Items listed in a dataset:

+---+

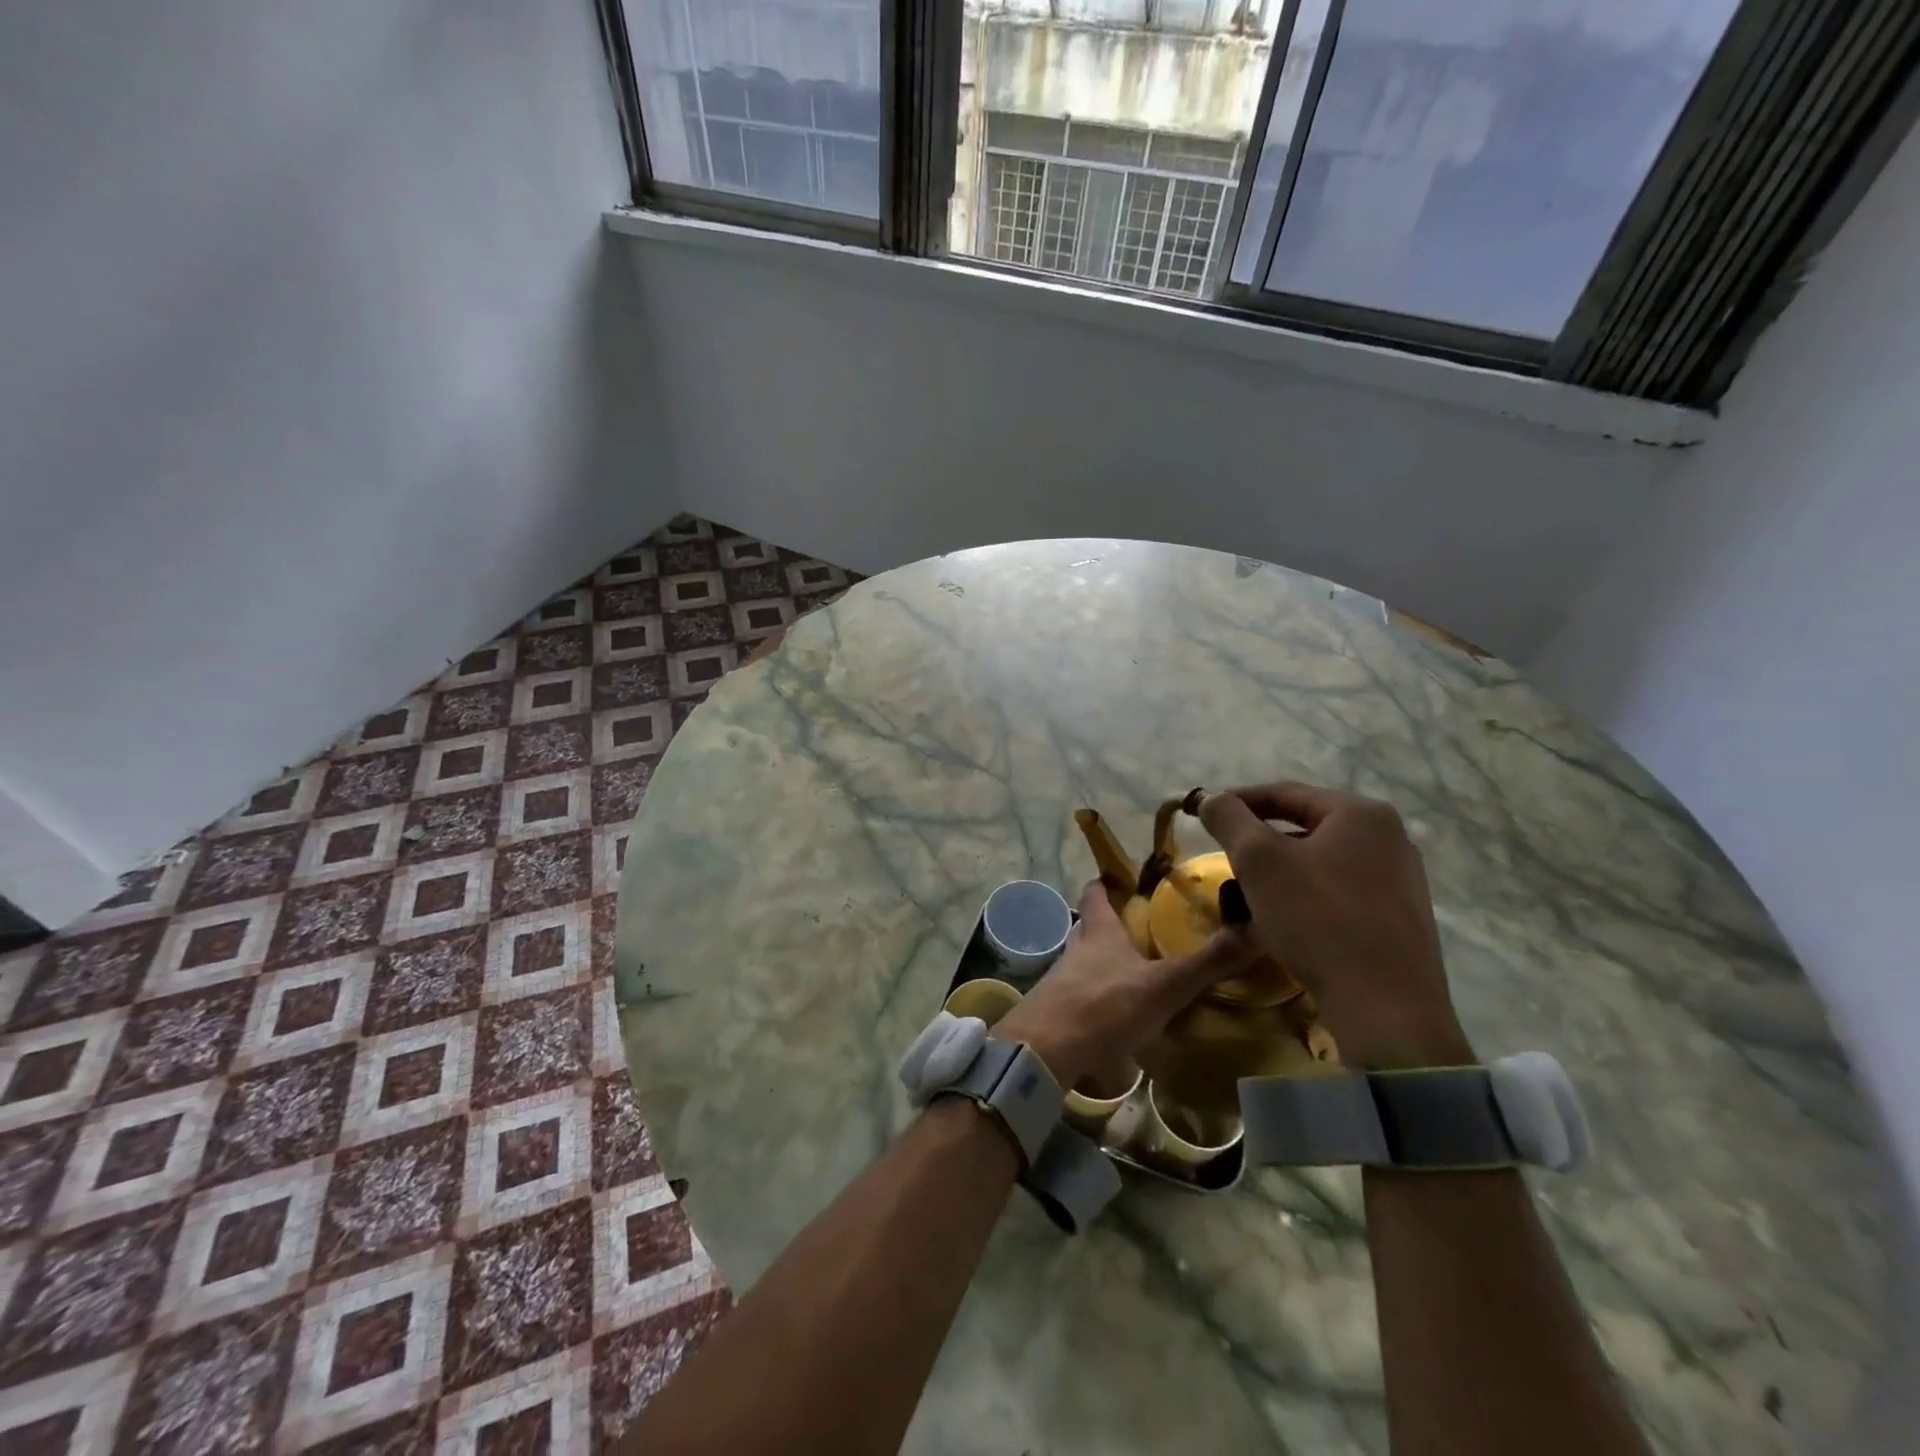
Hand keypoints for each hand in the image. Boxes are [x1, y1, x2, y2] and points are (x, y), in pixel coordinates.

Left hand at [993, 881, 1257, 1093]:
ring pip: (1084, 963)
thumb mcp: (1164, 985)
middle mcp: (1076, 950)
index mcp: (1099, 932)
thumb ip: (1207, 962)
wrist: (1045, 1051)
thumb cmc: (1104, 1006)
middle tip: (1142, 932)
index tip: (1125, 879)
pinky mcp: (1056, 1014)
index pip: (1096, 893)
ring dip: (1105, 965)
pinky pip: (1080, 999)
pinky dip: (1099, 1001)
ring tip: (1136, 975)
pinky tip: (1118, 1018)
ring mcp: (1061, 982)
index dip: (1107, 882)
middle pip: (1090, 928)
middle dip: (1111, 926)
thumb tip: (1256, 929)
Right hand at [1198, 783, 1474, 1069]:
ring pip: (1321, 862)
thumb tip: (1211, 797)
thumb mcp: (1259, 860)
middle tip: (1226, 860)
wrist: (1386, 1007)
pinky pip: (1340, 892)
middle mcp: (1390, 837)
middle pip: (1305, 827)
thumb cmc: (1318, 919)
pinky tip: (1286, 923)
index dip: (1239, 801)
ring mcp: (1401, 879)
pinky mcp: (1401, 918)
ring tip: (1249, 896)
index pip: (1285, 793)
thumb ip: (1229, 819)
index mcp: (1361, 813)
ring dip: (1281, 873)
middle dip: (1260, 843)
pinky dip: (1306, 897)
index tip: (1205, 815)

+---+

### [Work item]
Using the records above, please retype only the run of lines from the line holding "index pip: (1285, 793)" through the last line, both ends included.

### [Solution to the exercise]
index pip: (1285, 793)
thumb ip: (1229, 819)
index mcp: (1361, 813)
ring dip: (1281, 873)
middle dip: (1260, 843)
pinky dip: (1306, 897)
index tip: (1205, 815)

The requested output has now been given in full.